Segment Start: SOURCE DATA

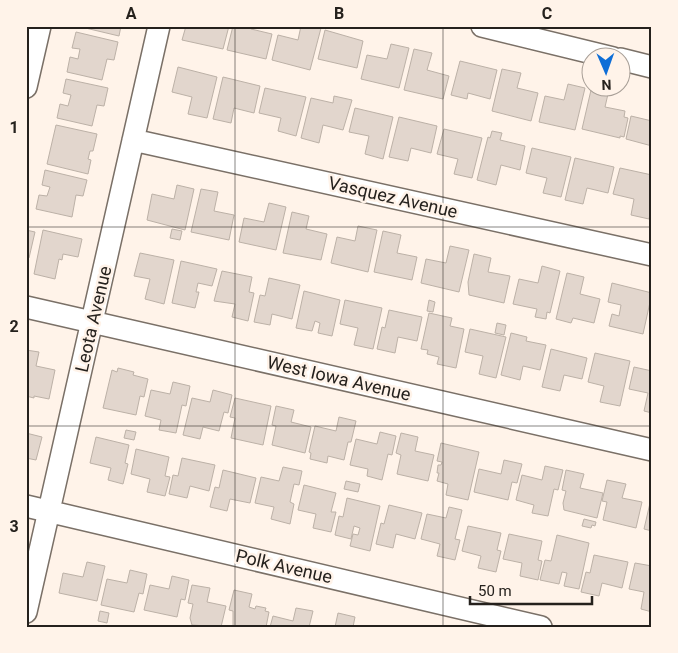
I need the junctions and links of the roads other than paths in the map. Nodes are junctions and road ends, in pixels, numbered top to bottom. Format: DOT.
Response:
graph roads {
  1 [pos="40,26"];
  2 [pos="159,26"];
  3 [pos="482,26"];
  4 [pos="580,50"];
  5 [pos="630,62"];
  6 [pos="652,67"];
  7 [pos="26,86"];
  8 [pos="133,140"];
  9 [pos="652,255"];
  10 [pos="26,307"];
  11 [pos="92,322"];
  12 [pos="652,450"];
  13 [pos="26,506"];
  14 [pos="49,511"];
  15 [pos="26,612"];
  16 [pos="541,627"];
  1 -- 7 [label="street"];
  2 -- 8 [label="street, Leota Avenue"];
  3 -- 4 [label="street"];
  5 -- 6 [label="street"];
  8 -- 9 [label="street, Vasquez Avenue"];
  8 -- 11 [label="street, Leota Avenue"];
  10 -- 11 [label="street, West Iowa Avenue"];
  11 -- 12 [label="street, West Iowa Avenue"];
  11 -- 14 [label="street, Leota Avenue"];
  13 -- 14 [label="street, Polk Avenue"];
  14 -- 15 [label="street, Leota Avenue"];
  14 -- 16 [label="street, Polk Avenue"];
}
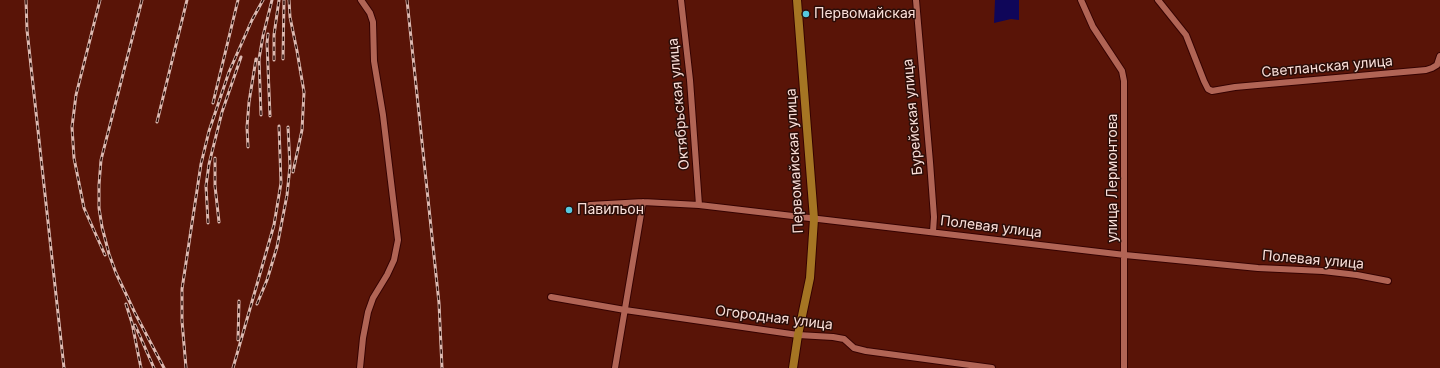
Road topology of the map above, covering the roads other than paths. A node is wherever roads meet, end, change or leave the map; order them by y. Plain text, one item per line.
1 (361, 0) edge
2 (681, 0) edge
3 (797, 0) edge
4 (916, 0) edge
5 (1080, 0) edge
6 (1158, 0) edge
7 (1440, 56) edge
8 (643, 202) junction
9 (590, 205) dead end
10 (699, 205) junction
11 (814, 219) junction
12 (933, 232) junction
13 (1125, 254) junction
14 (1388, 281) dead end
15 (551, 297) dead end
16 (625, 310) junction
17 (798, 335) junction
18 (360, 368) edge
19 (614, 368) edge
20 (793, 368) edge
21 (992, 368) edge
22 (1124, 368) edge

1 - 18 street
2 - 10 street, Октябрьская улица
3 - 11 main road, Первомайская улица
4 - 12 street, Бурейская улица
5 - 13 street, улица Лермонтова
6 - 7 street, Светланская улица
8 - 9 street, Полевая улица
8 - 10 street, Полевая улица
8 - 16 street
10 - 11 street, Полевая улица
11 - 12 street, Полевая улица
11 - 17 main road, Первомайская улица
12 - 13 street, Полевая улица
13 - 14 street, Полевая улица
13 - 22 street, улица Лермонтова
15 - 16 street, Огородная улица
16 - 17 street, Огородная улица
16 - 19 street
17 - 20 main road, Первомайская улица
17 - 21 street, Огородная улица

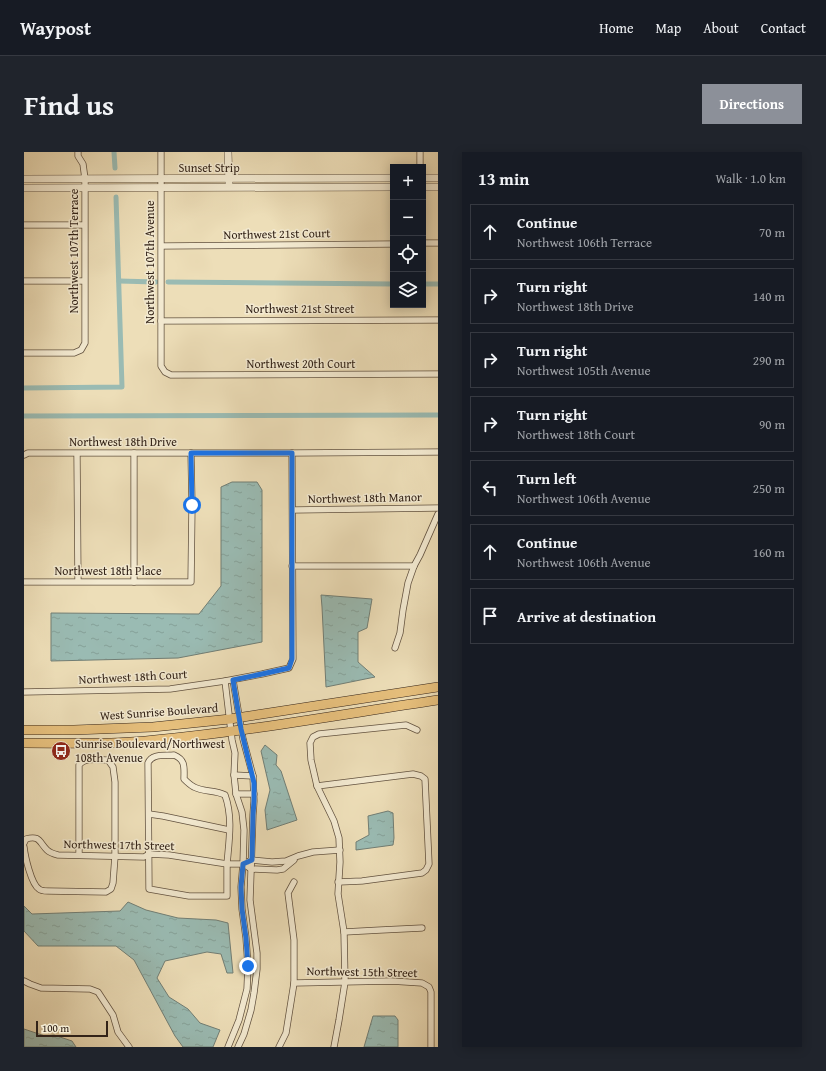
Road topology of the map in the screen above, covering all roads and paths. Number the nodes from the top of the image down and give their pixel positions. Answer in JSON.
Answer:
{"nodes":[{"id":1,"x":78,"y":152,"type":"edge"},
{"id":2,"x":161,"y":152,"type":"edge"},
{"id":3,"x":228,"y":152,"type":"edge"},
{"id":4,"x":420,"y":152,"type":"edge"},
{"id":5,"x":420,"y":164,"type":"edge"},
{"id":6,"x":390,"y":178,"type":"edge"},
{"id":7,"x":426,"y":178,"type":"edge"},
{"id":8,"x":438,"y":178,"type":"edge"},
{"id":9,"x":24,"y":179,"type":"edge"},
{"id":10,"x":85,"y":179,"type":"junction"},
{"id":11,"x":161,"y":179,"type":"junction"},
{"id":12,"x":229,"y":179,"type":"junction"},
{"id":13,"x":390,"y":187,"type":"edge"},
{"id":14,"x":426,"y":187,"type":"edge"},
{"id":15,"x":438,"y":187,"type":"edge"},
{"id":16,"x":24,"y":188,"type":"edge"},
{"id":17,"x":85,"y":188,"type":"junction"},
{"id":18,"x":161,"y":188,"type":"junction"},
{"id":19,"x":229,"y":188,"type":"junction"},
{"id":20,"x":24,"y":225,"type":"edge"},
{"id":21,"x":84,"y":225,"type":"junction"},
{"id":22,"x":426,"y":243,"type":"edge"},
{"id":23,"x":438,"y":243,"type":"edge"},
{"id":24,"x":390,"y":244,"type":"edge"},
{"id":25,"x":162,"y":246,"type":"junction"},
{"id":26,"x":24,"y":281,"type":"edge"},
{"id":27,"x":84,"y":281,"type":"junction"},
{"id":28,"x":438,"y":320,"type":"edge"},
{"id":29,"x":161,"y":321,"type":"junction"},
{"id":30,"x":24,"y":353,"type":"edge"},
{"id":31,"x":165,"y":372,"type":"joint"},
{"id":32,"x":438,"y":374,"type":"edge"},
{"id":33,"x":438,"y":452,"type":"edge"},
{"id":34,"x":134,"y":453,"type":"junction"},
{"id":35,"x":191,"y":453,"type":"junction"},
{"id":36,"x":292,"y":453,"type":"junction"},
{"id":37,"x":77,"y":454,"type":"junction"},
{"id":38,"x":24,"y":455,"type":"edge"},
{"id":39,"x":438,"y":508,"type":"edge"},
{"id":40,"x":293,"y":510,"type":"junction"},
{"id":41,"x":438,"y":514,"type":"edge"},
{"id":42,"x":292,"y":566,"type":"junction"},
{"id":43,"x":414,"y":566,"type":"junction"},
{"id":44,"x":78,"y":581,"type":"junction"},
{"id":45,"x":24,"y":582,"type":"edge"},
{"id":46,"x":134,"y":582,"type":"junction"},
{"id":47,"x":395,"y":648,"type":"dead end"},
{"id":48,"x":233,"y":680,"type":"junction"},
{"id":49,"x":224,"y":681,"type":"junction"},
{"id":50,"x":438,"y":687,"type":"edge"},
{"id":51,"x":24,"y":692,"type":"edge"},
{"id":52,"x":438,"y":700,"type":"edge"},
{"id":53,"x":234,"y":718,"type":"junction"},
{"id":54,"x":241,"y":729,"type":"junction"},
{"id":55,"x":24,"y":730,"type":"edge"},
{"id":56,"x":417,"y":730,"type":"dead end"},
{"id":57,"x":231,"y":731,"type":"junction"},
{"id":58,"x":24,"y":743,"type":"edge"},
{"id":59,"x":234,"y":775,"type":"junction"},
{"id":60,"x":252,"y":776,"type":"junction"},
{"id":61,"x":317,"y":786,"type":"junction"},
{"id":62,"x":236,"y":794,"type":"junction"},
{"id":63,"x":254,"y":794,"type":"junction"},
{"id":64,"x":149,"y":814,"type":"junction"},
{"id":65,"x":229,"y":830,"type":"junction"},
{"id":66,"x":25,"y":841,"type":"edge"},
{"id":67,"x":24,"y":847,"type":"edge"},
{"id":68,"x":340,"y":850,"type":"junction"},
{"id":69,"x":149,"y":854,"type":"junction"},
{"id":70,"x":79,"y":856,"type":"junction"},
{"id":71,"x":115,"y":856,"type":"junction"},
{"id":72,"x":298,"y":856,"type":"junction"},
{"id":73,"x":252,"y":860,"type":"junction"},
{"id":74,"x":227,"y":864,"type":"junction"},
{"id":75,"x":243,"y":864,"type":"junction"},
{"id":76,"x":251,"y":869,"type":"junction"},
{"id":77,"x":294,"y":882,"type":"dead end"},
{"id":78,"x":338,"y":882,"type":"junction"},
{"id":79,"x":422,"y":928,"type":"dead end"},
{"id":80,"x":344,"y":932,"type":"junction"},
{"id":81,"x":24,"y":980,"type":"edge"},
{"id":82,"x":345,"y":982,"type":"junction"},
{"id":83,"x":294,"y":983,"type":"junction"},
{"id":84,"x":129,"y":1047,"type":"edge"},
{"id":85,"x":228,"y":1047,"type":"edge"},
{"id":86,"x":238,"y":1047,"type":"edge"},
{"id":87,"x":279,"y":1047,"type":"edge"},
{"id":88,"x":334,"y":1047,"type":"edge"},
{"id":89,"x":431,"y":1047,"type":"edge"}],
"edges":[{"from":1,"to":10,"type":"street","name":"Northwest 107th Terrace"},
{"from":2,"to":11,"type":"street","name":"Northwest 107th Avenue"},
{"from":3,"to":12,"type":"street"},
{"from":4,"to":5,"type":"street"},
{"from":6,"to":12,"type":"street","name":"Sunset Strip"},
{"from":7,"to":8,"type":"street"},
{"from":9,"to":10,"type":"street","name":"Sunset Strip"},
{"from":10,"to":11,"type":"street","name":"Sunset Strip"},
{"from":10,"to":17,"type":"street","name":"Northwest 107th Terrace"},
{"from":11,"to":12,"type":"street","name":"Sunset Strip"},
{"from":11,"to":18,"type":"street","name":"Northwest 107th Avenue"},
{"from":12,"to":19,"type":"street"},
{"from":13,"to":19,"type":"street","name":"Sunset Strip"},
{"from":14,"to":15,"type":"street"},
{"from":16,"to":17,"type":"street","name":"Sunset Strip"},
{"from":17,"to":18,"type":"street","name":"Sunset Strip"},
{"from":17,"to":21,"type":"street","name":"Northwest 107th Terrace"},
{"from":18,"to":19,"type":"street","name":"Sunset Strip"},
{"from":18,"to":25,"type":"street","name":"Northwest 107th Avenue"},
{"from":20,"to":21,"type":"street"},
{"from":21,"to":27,"type":"street","name":"Northwest 107th Terrace"},
{"from":22,"to":23,"type":"street"},
{"from":24,"to":25,"type":"street","name":"Northwest 21st Court"},
{"from":25,"to":29,"type":"street","name":"Northwest 107th Avenue"},
{"from":26,"to":27,"type":"street"},
{"from":27,"to":30,"type":"street","name":"Northwest 107th Terrace"},
{"from":28,"to":29,"type":"street","name":"Northwest 21st Street"},
{"from":29,"to":31,"type":"street","name":"Northwest 107th Avenue"},
{"from":31,"to":32,"type":"street","name":"Northwest 20th Court"},
{"from":33,"to":36,"type":"street","name":"Northwest 18th Drive"},
{"from":34,"to":35,"type":"street","name":"Northwest 18th Drive"},
{"from":34,"to":37,"type":"street","name":"Northwest 18th Drive"},
{"from":34,"to":46,"type":"street"},
{"from":35,"to":36,"type":"street","name":"Northwest 18th Drive"},
{"from":35,"to":46,"type":"street","name":"Northwest 18th Place"},
{"from":36,"to":40,"type":"street"},
{"from":37,"to":38,"type":"street","name":"Northwest 18th Drive"},
{"from":37,"to":44,"type":"street"},
{"from":39,"to":40,"type":"street","name":"Northwest 18th Manor"},
{"from":40,"to":42,"type":"street"},
{"from":41,"to":43,"type":"street"},
{"from":42,"to":43,"type":"street"},
{"from":42,"to":48,"type":"street","name":"Northwest 18th Court"},
{"from":43,"to":47,"type":"street"},
{"from":44,"to":45,"type":"street","name":"Northwest 18th Place"},
{"from":44,"to":46,"type":"street","name":"Northwest 18th Place"},
{"from":48,"to":49,"type":"street","name":"Northwest 18th Court"},
{"from":48,"to":53,"type":"street"},
{"from":49,"to":51,"type":"street","name":"Northwest 18th Court"},
{"from":49,"to":53,"type":"street"},
{"from":50,"to":53,"type":"highway","name":"West Sunrise Boulevard"},
{"from":52,"to":54,"type":"highway","name":"West Sunrise Boulevard"},
{"from":53,"to":54,"type":"street"},
{"from":53,"to":55,"type":"highway","name":"West Sunrise Boulevard"},
{"from":53,"to":57,"type":"street"},
{"from":54,"to":57,"type":"highway","name":"West Sunrise Boulevard"},
{"from":54,"to":60,"type":"street"},
{"from":56,"to":61,"type":"street"},
{"from":57,"to":58,"type":"highway","name":"West Sunrise Boulevard"},
{"from":57,"to":59,"type":"street"},
{"from":59,"to":60,"type":"street"},
{"from":59,"to":62,"type":"street"},
{"from":60,"to":63,"type":"street"},
{"from":61,"to":68,"type":"street"},
{"from":61,"to":78,"type":"street"},
{"from":62,"to":63,"type":"street"},
{"from":62,"to":75,"type":"street"},
{"from":63,"to":73,"type":"street"},
{"from":64,"to":65,"type":"street"},
{"from":64,"to":65,"type":"street"},
{"from":64,"to":69,"type":"street"},
{"from":65,"to":74,"type":"street"},
{"from":66,"to":70,"type":"street","name":"Northwest 17th Street"},
{"from":67,"to":71,"type":"street"},
{"from":68,"to":72,"type":"street","name":"Northwest 17th Street"},
{"from":68,"to":78,"type":"street"},
{"from":69,"to":71,"type":"street","name":"Northwest 17th Street"},
{"from":69,"to":74,"type":"street","name":"Northwest 17th Street"},
{"from":69,"to":74,"type":"street"},
{"from":70,"to":71,"type":"street","name":"Northwest 17th Street"},
{"from":70,"to":71,"type":"street"},
{"from":72,"to":73,"type":"street","name":"Northwest 17th Street"},
{"from":72,"to":76,"type":"street","name":"Northwest 17th Street"},
{"from":73,"to":75,"type":"street","name":"Northwest 17th Street"},
{"from":73,"to":76,"type":"street"},
{"from":74,"to":75,"type":"street","name":"Northwest 17th Street"},
{"from":75,"to":76,"type":"street","name":"Northwest 17th Street"},
{"from":75,"to":85,"type":"street"},
{"from":76,"to":86,"type":"street"},
{"from":77,"to":83,"type":"street"},
{"from":78,"to":80,"type":"street"},
{"from":79,"to":80,"type":"street"},
{"from":80,"to":82,"type":"street"},
{"from":81,"to":84,"type":"street"},
{"from":82,"to":83,"type":"street","name":"Northwest 15th Street"},
{"from":82,"to":88,"type":"street"},
{"from":82,"to":89,"type":"street","name":"Northwest 15th Street"},
{"from":83,"to":87,"type":"street"}]}
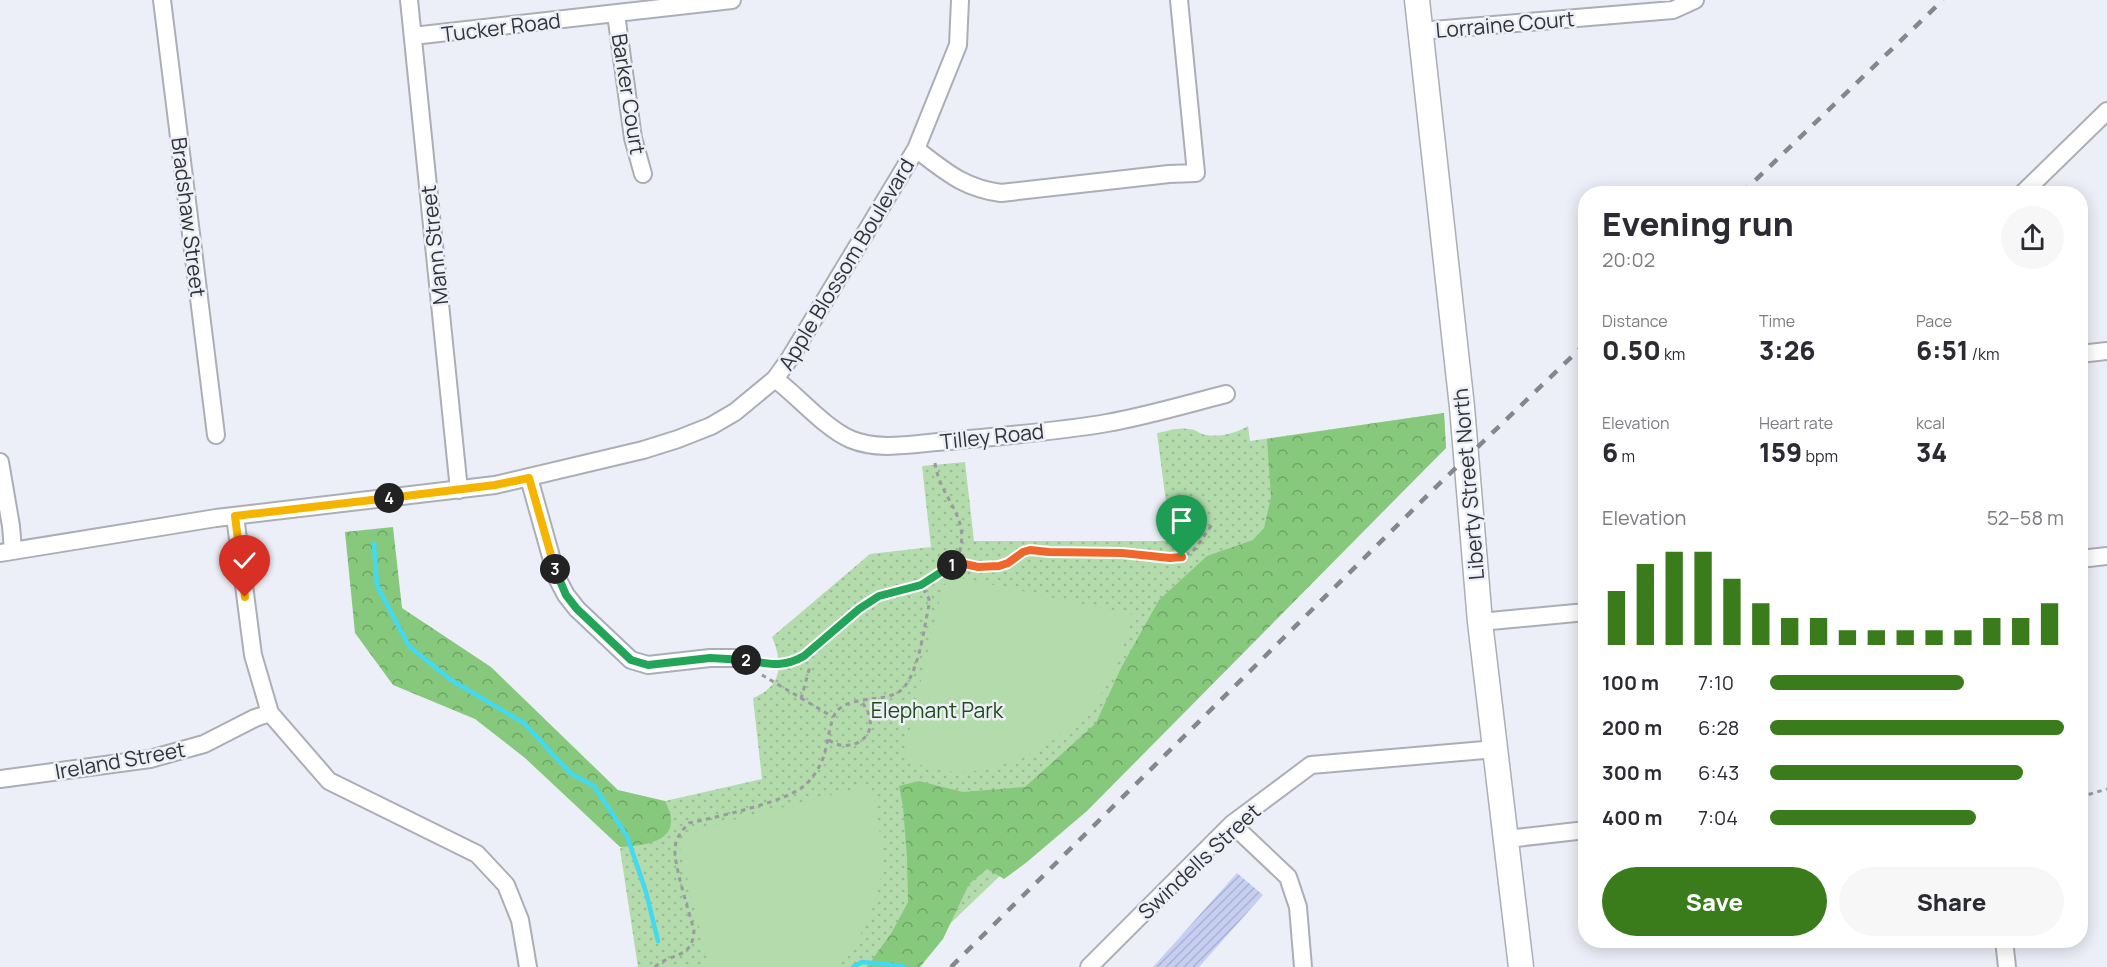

Segment End: SOURCE DATA

ABOUT THIS TASK: Report every line of the records that contains the word "dead".

ANSWER BELOW:
9 (590, 205) dead end
14 (1388, 281) dead end
15 (551, 297) dead end
{"id":47,"x":395,"y":648,"type":"dead end"},
{"id":56,"x":417,"y":730,"type":"dead end"},
{"id":77,"x":294,"y":882,"type":"dead end"},
{"id":79,"x":422,"y":928,"type":"dead end"},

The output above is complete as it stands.